4. Stress slows the rate of healing and increases the chance of illness.

When the body initially enters fight or flight mode, wound healing increases. However, chronic, long-term stress overworks the immune system causing it to malfunction. As a result, the body becomes more susceptible to infection and takes much longer to heal with an impaired immune system. With infectious diseases running wild, Busy Queens need robust immune systems and little stress. 

5. Stress causes hair loss.

Scientists did a study with mice and found that their version of cortisol (corticosterone) reduces hair growth. On the other hand, mice without adrenal glands (the glands that release the hormone) had rapid hair growth and hair regeneration. They concluded that cortisol might extend the resting period for hair follicles and inhibit hair regrowth. Under stress, hair will shed more and take longer to grow back, resulting in a thinner appearance. If you are susceptible to hair loss for genetic reasons, stress will make it exponentially worse. Supplementing is a great way to combat shedding hair.

6. Stress causes sexual dysfunction.

Cortisol is once again responsible for trying to kill your biological blessings. Studies show that stress can negatively impact reproductive function and may play a role in reducing women’s response to genital arousal.

7. Stress causes acne.

Remember how we talked about stress and gut health? Your body communicates gut issues through your skin--it will trigger inflammation; think rashes, hives, or redness. Stress hormones also contribute to an overproduction of sebum which can cause acne. So when you take care of your health, your skin will reflect that.

8. Stress causes muscle tension and headaches.

During fight or flight, our muscles tense up as a response to a perceived threat. When muscles stay tense long term, circulation is restricted, eventually causing muscle spasms and pain. Affected areas often include the head, shoulders, neck, and jaw. Overthinking will give you a headache if you do not take time to calm your mind.
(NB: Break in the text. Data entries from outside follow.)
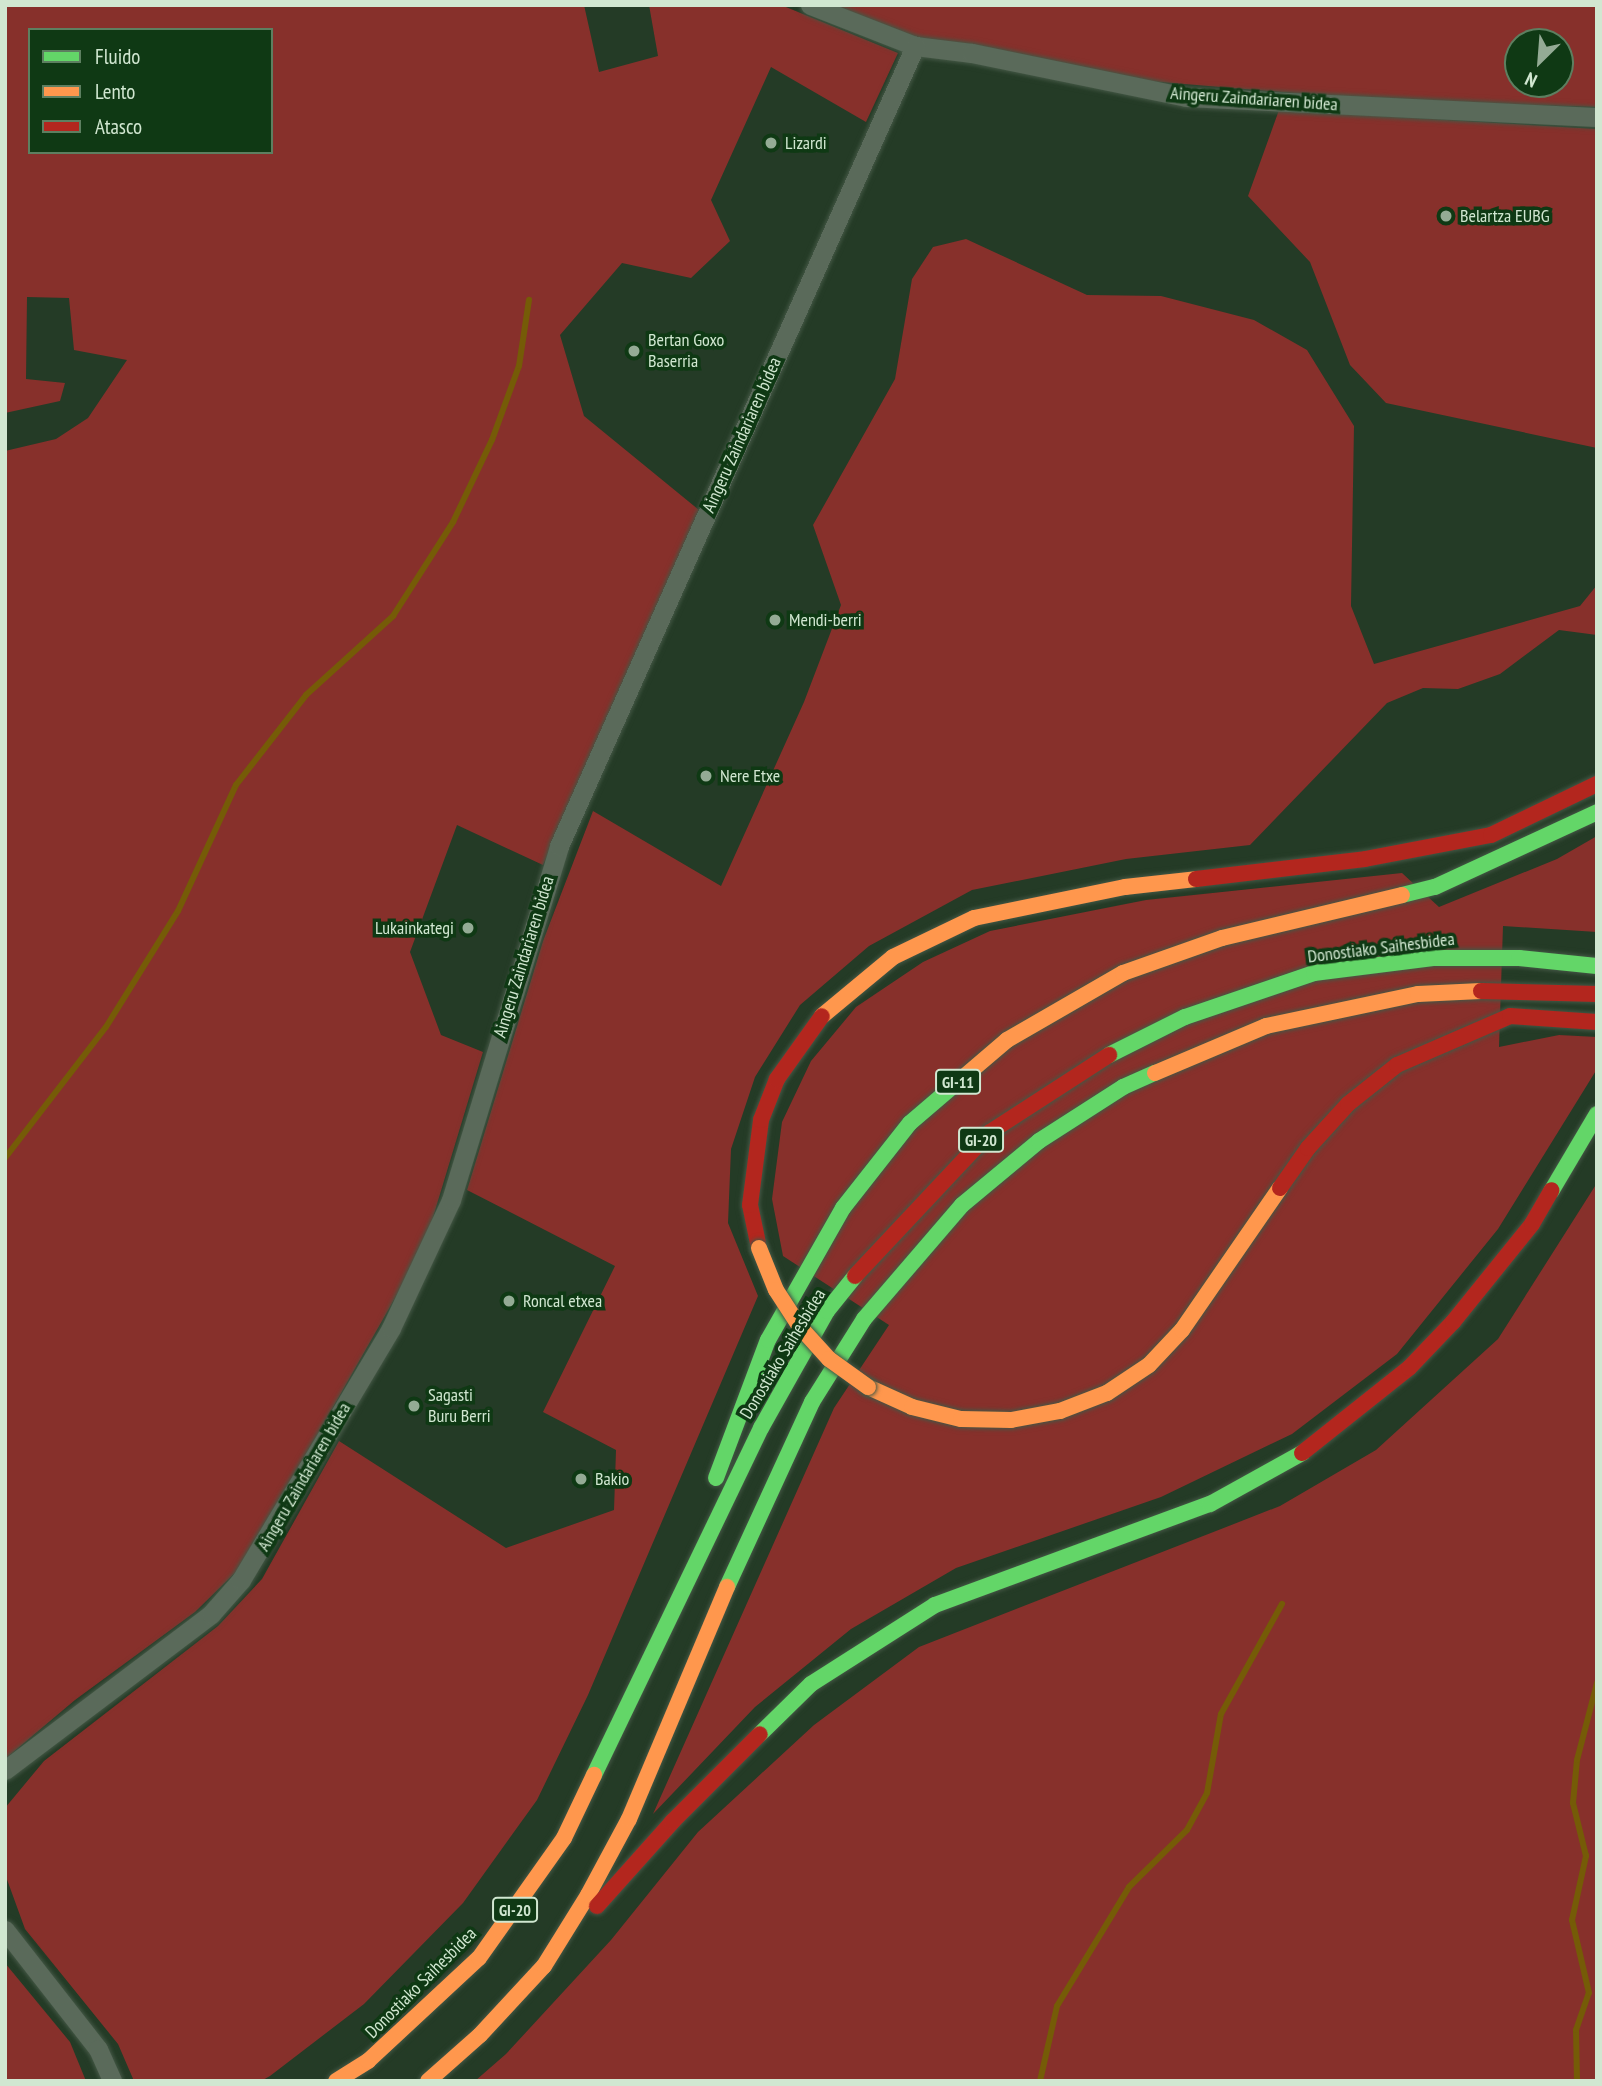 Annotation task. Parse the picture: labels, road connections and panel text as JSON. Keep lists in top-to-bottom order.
{
  "streets": {
    "highway": ["Donostiako Saihesbidea", "GI-11", "GI-20"],
    "street": ["Aingeru Zaindariaren bidea"]
  },
  "crossings": [
    ["Donostiako Saihesbidea", "GI-11"]
  ],
  "places": [
    "Lizardi",
    "Belartza EUBG",
    "Bertan Goxo Baserria",
    "Mendi-berri",
    "Nere Etxe",
    "Lukainkategi",
    "Roncal etxea",
    "Sagasti Buru Berri",
    "Bakio"
  ],
  "legend": ["Fluido", "Lento", "Atasco"],
  "north": "bottom left"
}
9. Stress causes difficulty concentrating and irritability.

Stress is the reason why it is essential to work smarter and not harder. Overworking yourself is counterproductive because if you are stressed, your brilliance is impaired. You’ll lack the ability to focus and have patience, and productivity will suffer. Furthermore, stress will make you angry and bitter, and Busy Queens deserve happiness and joy.
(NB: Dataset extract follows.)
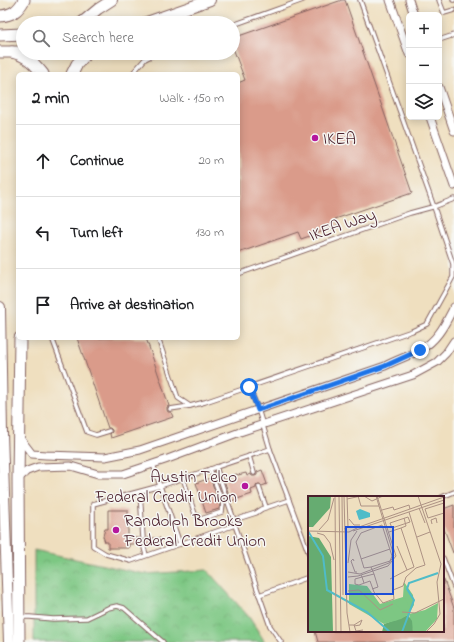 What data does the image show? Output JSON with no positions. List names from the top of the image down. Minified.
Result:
{"streets":{"lane":["IKEA Way"]},"places":["IKEA","Austin Telco Federal Credit Union","Randolph Brooks Federal Credit Union"],"page":{"map_buttons":["+","−"],"search":"Search here","heading":["2 min","Walk · 150 m"],"list":[["Continue","20 m"],["Turn left","130 m"],"Arrive at destination"]}}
10. Stress causes fatigue.

Chronic stress can cause crippling fatigue. Stress may cause trouble sleeping, and that loss of sleep can cause mental and physical fatigue over time. Your body is constantly trying to achieve homeostasis or balance, and fatigue is your body’s way of telling you to slow down and go to bed to allow it to recover.
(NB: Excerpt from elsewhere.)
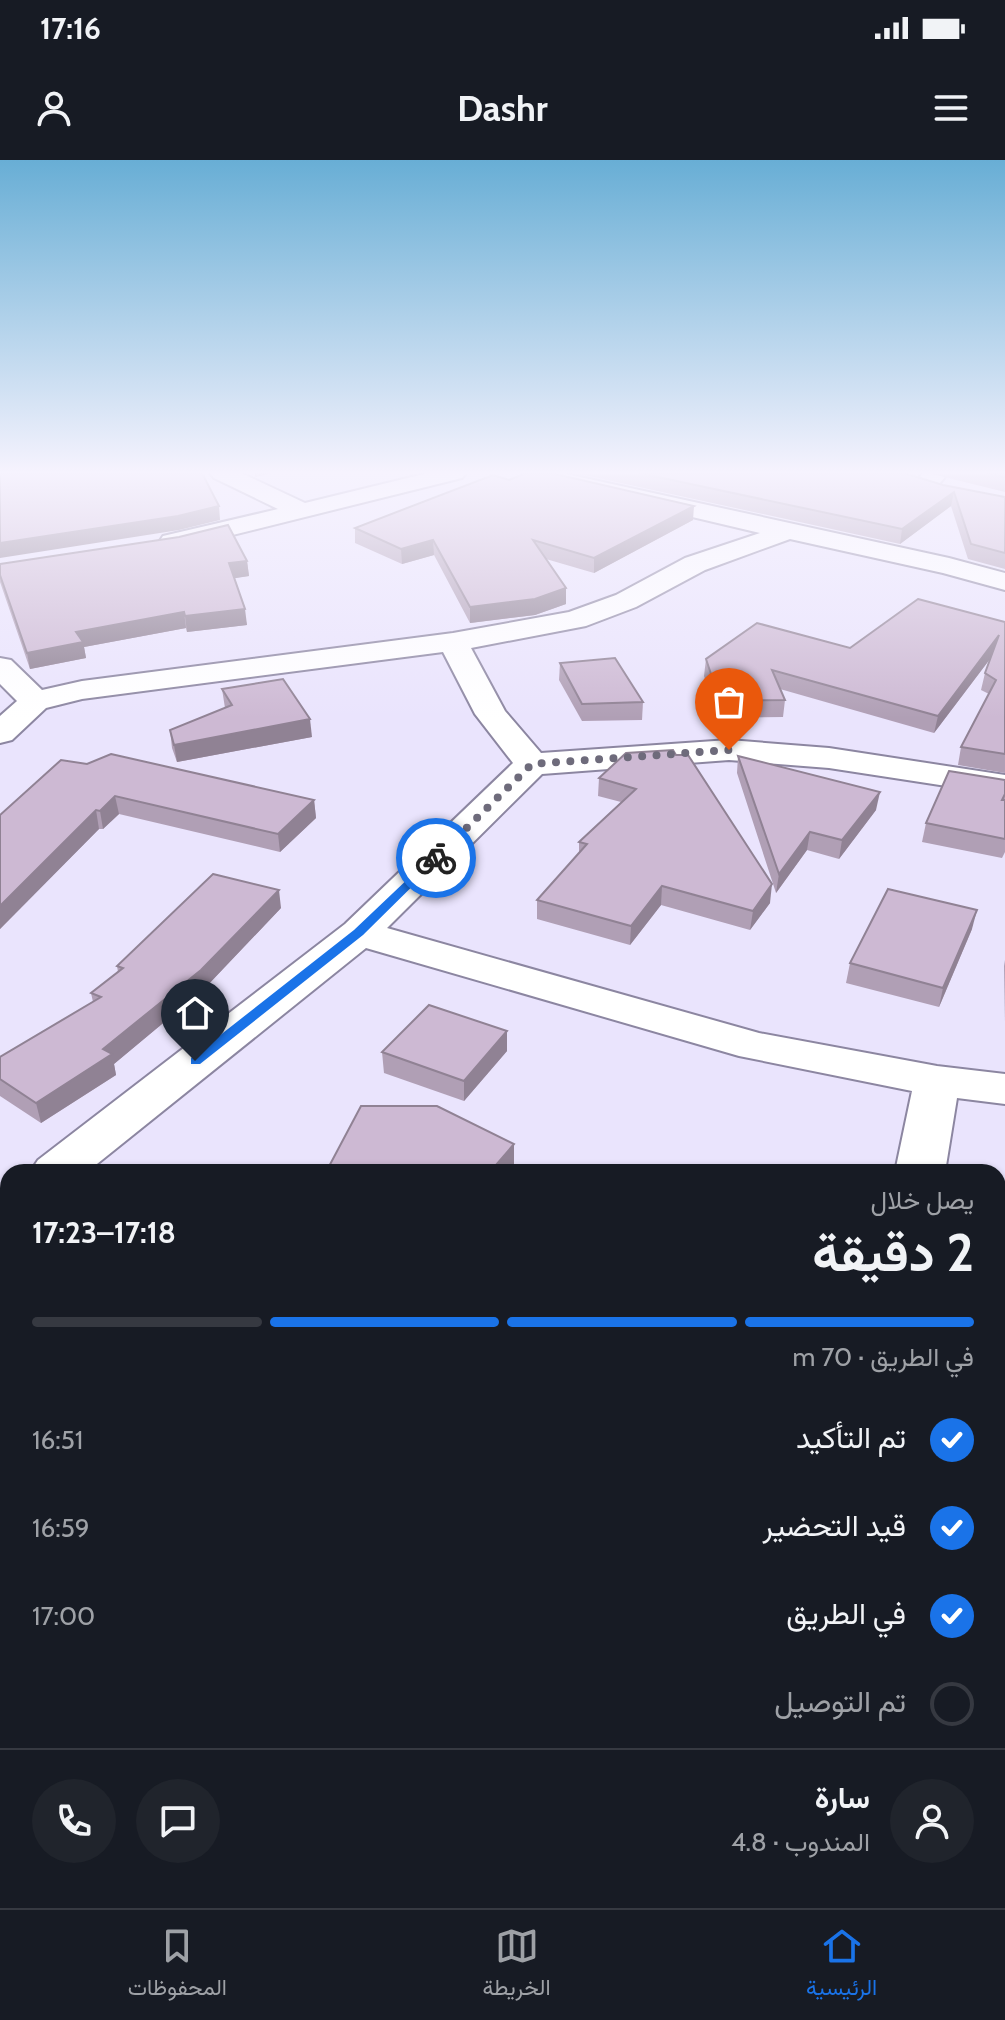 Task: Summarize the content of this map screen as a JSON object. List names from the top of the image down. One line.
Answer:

Now that you know the many ways stress can kill your joy let’s chat about ways to reduce stress and take control of your happiness. In fight or flight mode, your body is the opposite of relaxed. So to reduce the prevalence of stress, just try relaxing.

Your chosen relaxation technique is up to you, but you have options. Meditation helps calm the body and clear the mind. Taking a bath with Epsom salt is excellent for relaxing muscles and joints. Exercise is a great way to release tension in the body, especially if you spend hours at a desk throughout the day. Slow or low-intensity workouts are preferred here as high-intensity workouts and cardio may help release even more stress hormones. Try yoga, pilates, or simply walking.

Disconnect from social media and situations that may trigger more stress. And sleep heals all wounds. So make an effort to get 8-9 hours of sleep per day. 

When your brain detects stress, it communicates with your whole body to prepare for battle. But if there is no battle, remind yourself that there is no need for your body to have the same response it would for actual life-threatening danger. Stay calm, take your vitamins, and remember to BREATHE. Don’t let stress consume you; focus on the positive things in your life, and be kind to yourself. You deserve it all!